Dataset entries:
------------------------------------
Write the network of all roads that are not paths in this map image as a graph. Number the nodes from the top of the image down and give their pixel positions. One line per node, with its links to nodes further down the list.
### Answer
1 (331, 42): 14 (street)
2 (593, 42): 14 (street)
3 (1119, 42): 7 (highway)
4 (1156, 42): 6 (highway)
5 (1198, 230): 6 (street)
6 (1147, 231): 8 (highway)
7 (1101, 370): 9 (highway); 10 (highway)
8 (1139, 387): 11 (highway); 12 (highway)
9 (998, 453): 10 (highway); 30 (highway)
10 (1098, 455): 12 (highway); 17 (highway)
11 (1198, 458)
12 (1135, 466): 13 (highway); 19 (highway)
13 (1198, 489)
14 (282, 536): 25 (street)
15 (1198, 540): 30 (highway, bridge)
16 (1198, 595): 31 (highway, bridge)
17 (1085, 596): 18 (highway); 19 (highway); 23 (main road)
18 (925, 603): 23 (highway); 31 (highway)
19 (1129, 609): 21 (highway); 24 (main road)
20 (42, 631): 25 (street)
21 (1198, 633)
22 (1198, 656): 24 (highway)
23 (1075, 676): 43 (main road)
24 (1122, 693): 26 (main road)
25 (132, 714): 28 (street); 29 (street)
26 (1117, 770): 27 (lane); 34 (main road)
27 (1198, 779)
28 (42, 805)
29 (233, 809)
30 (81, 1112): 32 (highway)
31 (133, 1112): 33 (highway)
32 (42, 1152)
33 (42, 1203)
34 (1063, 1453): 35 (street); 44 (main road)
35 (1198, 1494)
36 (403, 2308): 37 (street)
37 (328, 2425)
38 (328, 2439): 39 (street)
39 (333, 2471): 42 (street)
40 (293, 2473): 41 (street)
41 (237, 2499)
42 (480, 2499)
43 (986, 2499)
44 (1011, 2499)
------------------------------------
**Task prompt**
Every entry above must appear again in the reply, exactly as it stands.

**Expected answer**
Write the network of all roads that are not paths in this map image as a graph. Number the nodes from the top of the image down and give their pixel positions. One line per node, with its links to nodes further down the list.
### Answer
1 (331, 42): 14 (street)
2 (593, 42): 14 (street)
3 (1119, 42): 7 (highway)
4 (1156, 42): 6 (highway)
5 (1198, 230): 6 (street)
6 (1147, 231): 8 (highway)
7 (1101, 370): 9 (highway); 10 (highway)
8 (1139, 387): 11 (highway); 12 (highway)
9 (998, 453): 10 (highway); 30 (highway)
10 (1098, 455): 12 (highway); 17 (highway)
11 (1198, 458)
12 (1135, 466): 13 (highway); 19 (highway)
13 (1198, 489)
14 (282, 536): 25 (street)
15 (1198, 540): 30 (highway, bridge)
16 (1198, 595): 31 (highway, bridge)
17 (1085, 596): 18 (highway); 19 (highway); 23 (main road)
18 (925, 603): 23 (highway); 31 (highway)
19 (1129, 609): 21 (highway); 24 (main road)
20 (42, 631): 25 (street)
21 (1198, 633)
22 (1198, 656): 24 (highway)
23 (1075, 676): 43 (main road)
24 (1122, 693): 26 (main road)
25 (132, 714): 28 (street); 29 (street)
26 (1117, 770): 27 (lane); 34 (main road)
27 (1198, 779)
28 (42, 805)
29 (233, 809)
30 (81, 1112): 32 (highway)
31 (133, 1112): 33 (highway)
32 (42, 1152)
33 (42, 1203)
34 (1063, 1453): 35 (street); 44 (main road)
35 (1198, 1494)
36 (403, 2308): 37 (street)
37 (328, 2425)
38 (328, 2439): 39 (street)
39 (333, 2471): 42 (street)
40 (293, 2473): 41 (street)
41 (237, 2499)
42 (480, 2499)
43 (986, 2499)
44 (1011, 2499)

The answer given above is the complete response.